Quickstart: Create Apache Spark cluster in Azure HDInsight using Azure CLI

2025-03-19

In this quickstart, you learn how to create an Apache Spark cluster in Azure HDInsight using the Azure CLI. Azure HDInsight is a managed, full-spectrum, open-source analytics service for enterprises. The Apache Spark framework for HDInsight enables fast data analytics and cluster computing using in-memory processing. The Azure CLI is Microsoft's cross-platform command-line experience for managing Azure resources.

If you're using multiple clusters together, you can create a virtual network, and if you're using a Spark cluster you can use the Hive Warehouse Connector.
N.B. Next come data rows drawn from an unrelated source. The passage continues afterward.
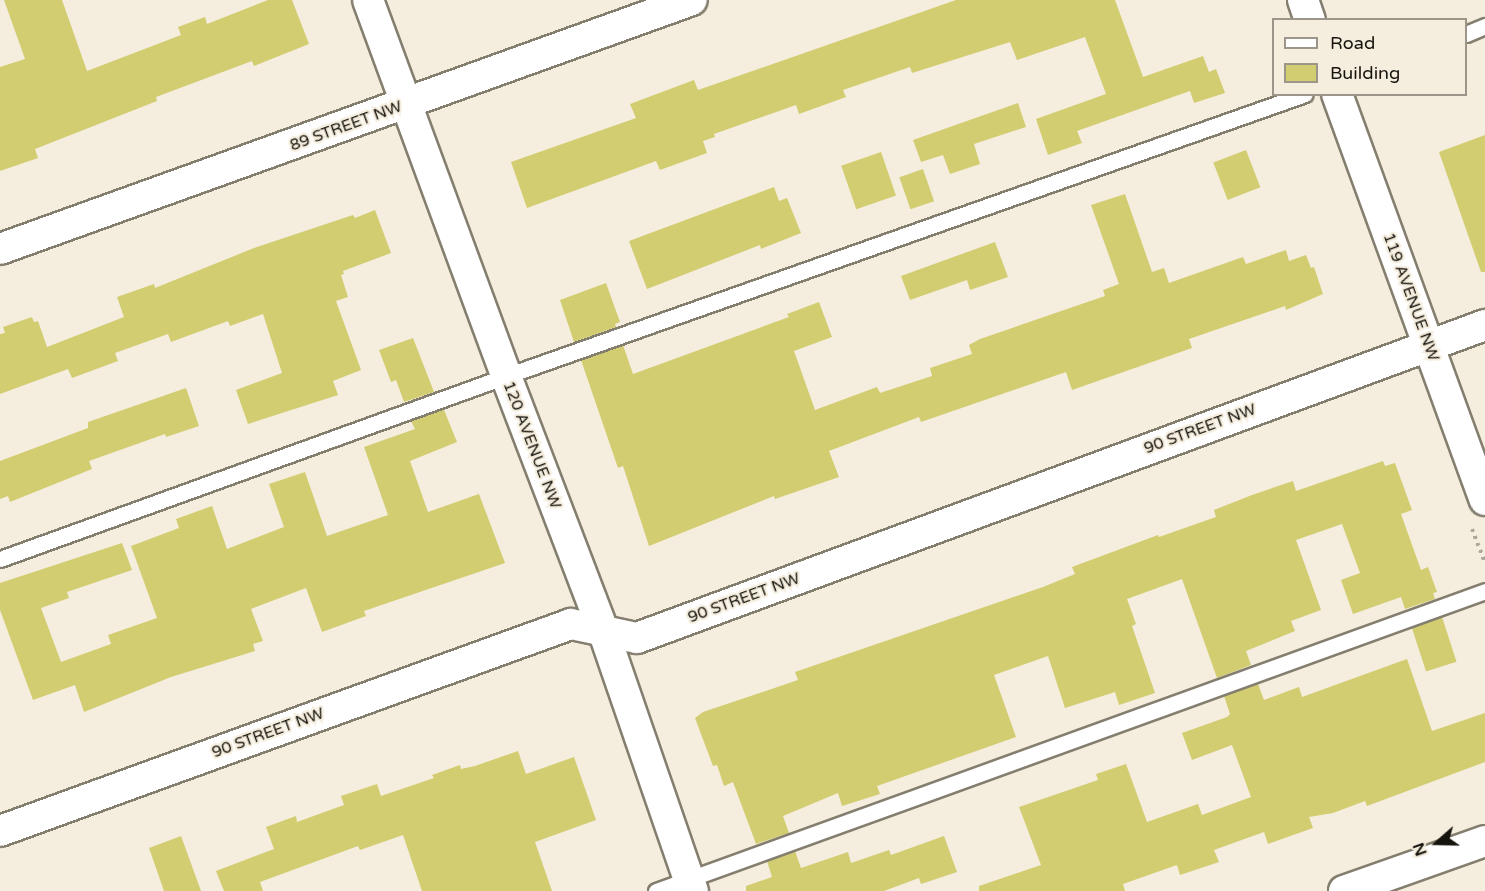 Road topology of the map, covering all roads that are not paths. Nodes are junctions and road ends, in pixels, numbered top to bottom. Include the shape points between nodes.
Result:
1 (368, 0) edge
2 (692, 0) edge
3 (1303, 0) edge
4 (1309, 18) edge
5 (1485, 26) edge
6 (1467, 34) edge
7 (1299, 96) edge
8 (1338, 96) edge
9 (405, 105) junction
10 (0, 249) edge
11 (1485, 325) edge
12 (1428, 344) junction
13 (506, 376) junction
14 (1485, 500) edge
15 (0, 559) edge
16 (1485, 591) edge
17 (603, 630) junction
18 (0, 831) edge
19 (1485, 841) edge
20 (691, 885) edge
21 (656, 891) edge
22 (1344, 891) edge

1 - 9 street, 120 AVENUE NW
2 - 9 street, 89 STREET NW
3 - 4 street
5 - 6 lane
7 - 13 lane
8 - 12 street, 119 AVENUE NW
9 - 10 street, 89 STREET NW
9 - 13 street, 120 AVENUE NW
11 - 12 street, 90 STREET NW
12 - 14 street, 119 AVENUE NW
12 - 17 street, 90 STREET NW via 637,638
13 - 15 lane
13 - 17 street, 120 AVENUE NW
16 - 20 lane
17 - 18 street, 90 STREET NW via 571,624
17 - 20 street, 120 AVENUE NW
19 - 22 street
20 - 21 lane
For more information, see Plan a virtual network for Azure HDInsight and Integrate Apache Spark and Apache Hive with the Hive Warehouse Connector.

If you don't have an Azure account, create a free account before you begin.

Prerequisites

Use the Bash environment in Azure Cloud Shell. For more information, see Get started with Azure Cloud Shell.
If you prefer to run CLI reference commands locally, install the Azure CLI. If you're running on Windows or macOS, consider running Azure CLI in a Docker container. For more information, see How to run the Azure CLI in a Docker container.
- If you're using a local installation, sign in to the Azure CLI by using the az login command. To finish the authentication process, follow the steps displayed in your terminal. For other sign-in options, see Authenticate to Azure using Azure CLI.
- When you're prompted, install the Azure CLI extension on first use. For more information about extensions, see Use and manage extensions with the Azure CLI.
- Run az version to find the version and dependent libraries that are installed. To upgrade to the latest version, run az upgrade.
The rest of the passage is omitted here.